Nouveaux sauvetages de banques…

30 décembre 2008 par E. Baab · Leave a Comment 

C’est dans un climat de rescousse que le Palais Bourbon a ouvert ses portes ce matin en hausse de 1.72 % permettant à l’indice de pointer à 3 184.53 points. Cette tendance est notamment soutenue par le beau comportement du titre Ubisoft pour la seconde journée consécutive, mais aussi du secteur bancaire bien représenté par Dexia dont la valeur prend plus de 5.5 % pour l’heure.

Dans l’hexagone, on notera ce matin que le monstre de l’habillage Morgan a été mis en liquidation judiciaire mettant ainsi en danger quelques milliers d’emploi. Dans le registre des mauvaises nouvelles, on a appris les chiffres officiels du nombre de mises en chantier qui ont donc chuté de 14.4 % de septembre à novembre 2008. Fort heureusement, la croissance a encore été de 0.1 % sur cette même période, phénomène malheureusement transitoire, car les experts s’accordent à dire que la récession sera au rendez-vous en 2009.

Sur la scène internationale, on soulignera le probable sauvetage aujourd’hui de la banque américaine GMAC, fililale de General Motors et de Cerberus, qui devrait bénéficier de l’injection de 6 milliards de $ par le Trésor américain. Après la hausse du Nikkei ce matin, les autorités nippones ont de leur côté fait part de leur intention de réinjecter des fonds dans les circuits économiques du pays afin de relancer l’économie de ce dernier.

Du côté des principales devises et taux, la parité €uro/dollar s’établit à 1.41 tandis que le baril de brut oscille autour des 39.43 $ et que l’€uribor 1 an cote actuellement 3.12 %.

Peugeot met 6 000 salariés au chômage partiel !

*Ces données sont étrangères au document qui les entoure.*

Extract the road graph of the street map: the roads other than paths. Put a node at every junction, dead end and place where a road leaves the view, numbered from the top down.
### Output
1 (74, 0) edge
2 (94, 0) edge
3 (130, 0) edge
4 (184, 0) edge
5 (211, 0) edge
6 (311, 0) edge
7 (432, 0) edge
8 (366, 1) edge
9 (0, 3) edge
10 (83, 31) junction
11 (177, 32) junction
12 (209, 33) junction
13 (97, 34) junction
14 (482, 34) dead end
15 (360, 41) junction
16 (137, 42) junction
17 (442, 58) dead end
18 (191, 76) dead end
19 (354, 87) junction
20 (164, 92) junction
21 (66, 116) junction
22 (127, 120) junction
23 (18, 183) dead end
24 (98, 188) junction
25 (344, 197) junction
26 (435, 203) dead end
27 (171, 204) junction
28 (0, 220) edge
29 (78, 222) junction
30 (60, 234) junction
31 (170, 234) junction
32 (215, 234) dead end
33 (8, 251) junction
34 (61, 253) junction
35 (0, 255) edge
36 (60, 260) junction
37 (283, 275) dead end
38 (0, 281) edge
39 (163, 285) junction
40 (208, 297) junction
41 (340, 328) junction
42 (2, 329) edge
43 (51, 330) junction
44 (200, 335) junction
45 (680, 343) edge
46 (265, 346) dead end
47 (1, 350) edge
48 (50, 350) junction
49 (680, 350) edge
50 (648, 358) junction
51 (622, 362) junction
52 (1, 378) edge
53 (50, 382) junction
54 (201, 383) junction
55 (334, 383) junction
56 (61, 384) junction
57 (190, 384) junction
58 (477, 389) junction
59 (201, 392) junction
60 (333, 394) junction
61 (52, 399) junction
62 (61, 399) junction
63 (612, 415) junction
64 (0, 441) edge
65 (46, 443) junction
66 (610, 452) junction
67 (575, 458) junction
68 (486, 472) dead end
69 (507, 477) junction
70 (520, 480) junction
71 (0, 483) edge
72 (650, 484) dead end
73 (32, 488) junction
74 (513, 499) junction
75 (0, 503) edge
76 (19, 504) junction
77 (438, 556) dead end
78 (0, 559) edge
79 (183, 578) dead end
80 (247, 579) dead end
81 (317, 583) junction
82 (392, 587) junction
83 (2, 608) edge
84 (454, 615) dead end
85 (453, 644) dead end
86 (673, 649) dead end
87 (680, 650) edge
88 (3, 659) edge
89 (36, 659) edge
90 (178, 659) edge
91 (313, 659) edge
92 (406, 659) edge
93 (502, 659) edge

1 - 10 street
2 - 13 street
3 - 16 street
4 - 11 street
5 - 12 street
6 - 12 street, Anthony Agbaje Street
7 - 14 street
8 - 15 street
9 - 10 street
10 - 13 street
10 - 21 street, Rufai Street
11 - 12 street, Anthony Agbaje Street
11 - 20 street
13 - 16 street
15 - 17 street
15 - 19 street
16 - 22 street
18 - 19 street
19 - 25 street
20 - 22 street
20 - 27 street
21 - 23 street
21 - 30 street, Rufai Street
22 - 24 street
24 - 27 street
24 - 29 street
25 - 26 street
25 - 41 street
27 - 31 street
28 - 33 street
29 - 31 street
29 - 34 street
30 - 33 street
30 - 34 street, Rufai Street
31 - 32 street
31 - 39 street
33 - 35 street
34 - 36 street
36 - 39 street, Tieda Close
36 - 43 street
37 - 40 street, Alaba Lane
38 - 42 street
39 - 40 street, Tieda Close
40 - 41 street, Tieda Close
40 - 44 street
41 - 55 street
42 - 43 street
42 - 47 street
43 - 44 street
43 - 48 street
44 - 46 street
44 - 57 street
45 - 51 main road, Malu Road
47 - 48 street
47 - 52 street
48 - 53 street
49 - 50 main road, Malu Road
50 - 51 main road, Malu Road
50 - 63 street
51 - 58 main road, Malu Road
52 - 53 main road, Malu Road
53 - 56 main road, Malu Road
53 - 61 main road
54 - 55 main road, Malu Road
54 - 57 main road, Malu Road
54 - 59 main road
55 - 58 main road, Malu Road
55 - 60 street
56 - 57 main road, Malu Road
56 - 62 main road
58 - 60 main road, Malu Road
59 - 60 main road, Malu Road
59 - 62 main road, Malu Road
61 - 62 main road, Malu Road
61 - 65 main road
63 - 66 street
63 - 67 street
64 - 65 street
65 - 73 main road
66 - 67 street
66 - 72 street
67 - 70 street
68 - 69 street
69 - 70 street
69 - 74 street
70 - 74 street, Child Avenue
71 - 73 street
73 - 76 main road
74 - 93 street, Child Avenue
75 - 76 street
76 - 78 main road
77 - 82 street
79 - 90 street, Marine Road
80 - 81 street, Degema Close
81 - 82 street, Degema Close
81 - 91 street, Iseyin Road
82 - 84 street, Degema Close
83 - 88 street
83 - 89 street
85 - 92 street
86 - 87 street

23 décembre 2008 par E. Baab · Leave a Comment 

C’est dans un environnement qui cultive des paradoxes entre bonnes et mauvaises nouvelles que le CAC est dans le vert à +0.7 %, c’est à dire à 3 172 points. Cette tendance qui ne s’inscrit pas dans le sillage de Wall Street et de Tokyo qui ont terminé en baisse est probablement liée aux bons chiffres de la consommation des ménages qui est remontée de 0.3 % en novembre contre toute attente. Les Français ont surtout consommé des biens d’équipement, phénomène qui couplé à la baisse très importante de l’inflation au dernier trimestre à redonner un visage plus plaisant à la consommation dans l’Hexagone.

Pour autant, tout n’est pas rose en France puisque Peugeot vient d’annoncer 6 000 mises au chômage partielles à Sochaux. Cette interruption de production sera en vigueur jusqu’au 5 janvier. Dans le domaine social, on notera que pouvoirs publics et syndicats se réunissent aujourd’hui pour évoquer la réforme de l’assurance chômage qui devra entrer en vigueur l’année prochaine : il y est notamment question de la CRP !

Par ailleurs sur la scène internationale, on notera que la Belgique se cherche toujours un nouveau premier ministre qui pourrait bien être le Président du directoire de Dexia qui occupa déjà cette fonction. Du côté des matières premières, le pétrole pointe toujours sous la barre des 40 $ à 39.5 exactement, tandis que le dollar se refait une santé dans son rapport à la monnaie européenne qui s’établit à 1.39. L’€uribor 1 an poursuit  sa détente à 3.22 %. 

Les collectivités piégées par les subprimes

5 décembre 2008 par E. Baab · Leave a Comment 

Le sujet fut évoqué à plusieurs reprises par les médias : 25 % de collectivités locales françaises ont eu recours depuis le milieu des années 90 à des financements articulés autour des fameux subprimes ou crédits à risque. Il s’agit tout de même de la bagatelle de 34 milliards d’€uros qui sont a priori indexés sur des ”produits structurés”.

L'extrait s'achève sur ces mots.